We are the ones who take care of the quality of the cheeses. We talk about them intelligently to the chefs and alluringly to the consumer. Equally essential, we provide feedback to the cheesemaker.
In Europe the craft of the fromager is slowly shrinking. Cheesemongers and affineurs (cheese maturers--keep reading) are becoming scarce, and one of the reasons is the huge loss of farmstead dairies. Low pay and new EU regulations have discouraged the growth of small farms in general, and small dairies are closing every day.
We are the ones who take care of the quality of the cheeses. How do we validate our profession?
The average age of cheesemakers is getting older as their children leave the farm and move on to less strenuous professions. Today, Europe is looking to the United States and other new markets to preserve the farms and cheeses they've made for centuries. We, on the other hand, look toward Europe for the information, influence, and the integrity of our profession. We are appropriating a very old craft that has existed in Europe for hundreds of years and translating it into a new technology that fits our world today.
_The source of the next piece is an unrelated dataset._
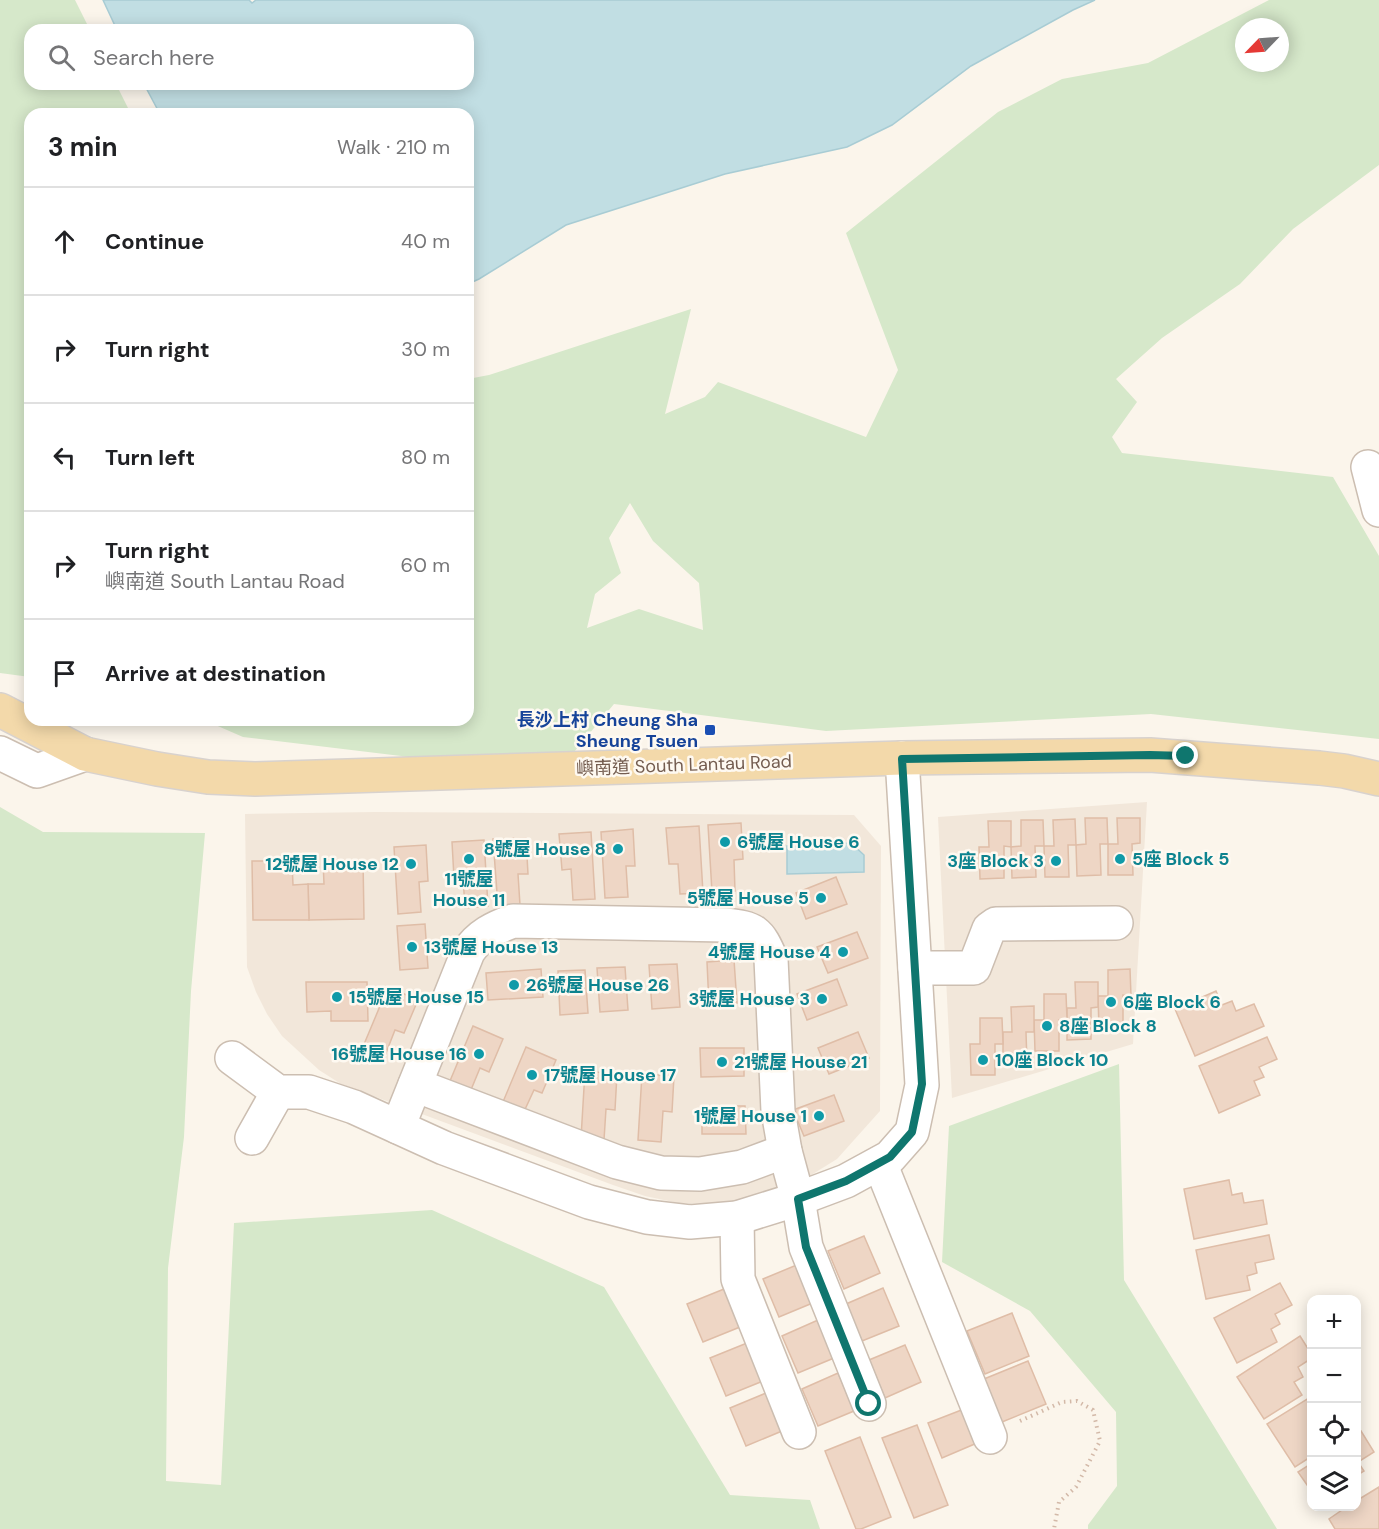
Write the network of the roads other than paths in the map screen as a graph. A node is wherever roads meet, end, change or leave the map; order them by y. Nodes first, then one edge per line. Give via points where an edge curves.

While this is a wonderful moment in the world of American cheese, we cheesemongers are going through an adolescent kind of phase: Who are we? What are we called? How can we define what we do? What is the vocabulary of our craft? How do we validate our profession?
Cheesemonger? In Britain the word brings to mind Chaucerian England, the cobbled lanes of Canterbury and other market towns where local tradesmen formed guilds -- some with lovely coats of arms. Ironmongers, fishmongers, all had their guilds that grouped them into small societies and protected them. In my mind, the descendant of that medieval cheesemonger is a blue-collar, jocular kind of fellow. I imagine him wearing a blue soft casquette. But in the States the reaction has been mixed.
Cheesemonger, they ask? Like wordmonger or warmonger? There are harsh, but not unsurmountable, connotations to the term.
Fromager? The fact that it is a (largely understood) French word gives it refinement. Alongside the sommelier, our fromager can be imagined in the dining room of a stylish restaurant. I picture him with a thin mustache and a silver knife in hand. But many buck at the idea of using a French term to define a new vibrant profession in the US. And I personally have a small problem with the term fromager because in French it means cheesemaker, not cheesemonger. The correct term in French is crémier --coming from the word "cream"-- or crémier-fromager.
One thing is true: We are "By Cheese Possessed." A New York Times article used those words a few years ago, and I believe them to be correct. In spite of this economy, many cheese shops have seen an increase in sales of American cheeses because the cheese buyer has direct access to the cheesemaker and hears what happens on the farm weekly. Cheesemongers actively support the farmer and want to protect farmlands from development and other calamities. And I think that sums up exactly what's so wonderful about it: Our job and our ideals are in sync.